Clare Twomey, Made in China

Event time: 
Tuesday, August 1, 2017 - 10:00am to Sunday, December 3, 2017 - 5:00pm
Location: 
Yale Center for British Art (YCBA) See map
1080 Chapel Street
New Haven, CT 06510

The red vases that currently populate spaces within the Yale Center for British Art make up the installation “Made in China,” by the artist Clare Twomey. The work includes eighty vases, identical in shape and size. All were created using the same multipart molds and fired in the same kiln. This work was done in the Chinese ceramic production center of Jingdezhen, one of the few places on earth where the skills and capabilities exist for such an undertaking.

There is one unique piece in the group, which will take some time to find as you walk among the vessels. Seventy-nine of the vases are decorated with identical flowers, achieved in the Chinese factory using decals. One vase, however, has hand-applied decoration in eighteen-karat gold. This was executed by skilled artisans at Royal Crown Derby in Stoke-on-Trent in Staffordshire—for centuries the industrial heartland of British ceramic production. So expensive is the gilding that this solitary object cost more than the making and decorating of all the other vases put together.

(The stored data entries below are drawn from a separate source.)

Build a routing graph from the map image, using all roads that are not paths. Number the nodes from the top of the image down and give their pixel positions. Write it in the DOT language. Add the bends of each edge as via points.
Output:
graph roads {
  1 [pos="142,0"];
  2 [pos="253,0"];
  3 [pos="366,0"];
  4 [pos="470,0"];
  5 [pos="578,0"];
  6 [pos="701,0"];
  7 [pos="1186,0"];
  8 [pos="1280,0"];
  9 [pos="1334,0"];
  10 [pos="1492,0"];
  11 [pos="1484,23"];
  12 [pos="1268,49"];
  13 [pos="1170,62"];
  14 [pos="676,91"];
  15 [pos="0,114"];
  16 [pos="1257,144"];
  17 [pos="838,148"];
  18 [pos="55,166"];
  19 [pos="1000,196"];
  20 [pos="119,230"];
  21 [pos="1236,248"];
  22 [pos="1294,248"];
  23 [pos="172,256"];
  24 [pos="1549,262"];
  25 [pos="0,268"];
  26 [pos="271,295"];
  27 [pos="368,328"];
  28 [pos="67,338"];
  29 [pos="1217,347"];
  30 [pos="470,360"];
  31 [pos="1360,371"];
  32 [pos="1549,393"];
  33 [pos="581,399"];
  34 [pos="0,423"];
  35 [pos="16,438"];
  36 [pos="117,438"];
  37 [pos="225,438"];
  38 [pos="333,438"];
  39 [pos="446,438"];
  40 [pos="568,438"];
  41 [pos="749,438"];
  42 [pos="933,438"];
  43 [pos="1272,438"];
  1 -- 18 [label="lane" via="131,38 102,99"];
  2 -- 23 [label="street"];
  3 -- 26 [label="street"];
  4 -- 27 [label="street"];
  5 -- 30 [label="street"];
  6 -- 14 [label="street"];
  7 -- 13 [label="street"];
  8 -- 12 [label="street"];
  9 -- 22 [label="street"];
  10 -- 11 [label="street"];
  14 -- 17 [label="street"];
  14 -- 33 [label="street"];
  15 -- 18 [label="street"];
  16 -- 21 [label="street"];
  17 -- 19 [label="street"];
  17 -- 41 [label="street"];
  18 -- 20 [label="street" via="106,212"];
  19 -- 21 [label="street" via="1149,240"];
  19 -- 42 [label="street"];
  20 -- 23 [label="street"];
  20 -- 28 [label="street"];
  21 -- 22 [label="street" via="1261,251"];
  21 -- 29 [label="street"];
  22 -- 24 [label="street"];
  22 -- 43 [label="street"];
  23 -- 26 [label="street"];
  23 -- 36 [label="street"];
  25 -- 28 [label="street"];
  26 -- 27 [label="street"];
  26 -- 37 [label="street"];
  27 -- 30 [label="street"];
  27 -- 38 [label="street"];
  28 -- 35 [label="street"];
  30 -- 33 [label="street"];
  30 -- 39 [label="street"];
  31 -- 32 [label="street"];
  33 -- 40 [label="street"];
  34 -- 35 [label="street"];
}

Twomey’s installation is a portrait of the international ceramic industry. Chinese manufacture is dominated by efficient assembly processes. These may be executed by hand or by machine, but either way, they offer few opportunities for individual creativity. British manufacture, by contrast, is increasingly oriented to the luxury sector, which demands high skill but supports only a small workforce. The 79:1 ratio of Made in China is both a symbol and a tangible manifestation of this imbalance. It speaks not only to economic reality but also to cultural stereotypes concerning originality and craft.

“Made in China” will be part of the exhibition “ ‘Things of Beauty Growing’: British Studio Pottery,” on view at the Center from September 14 through December 3, 2017, and at The Fitzwilliam Museum, University of Cambridge, from March 20 through June 18, 2018.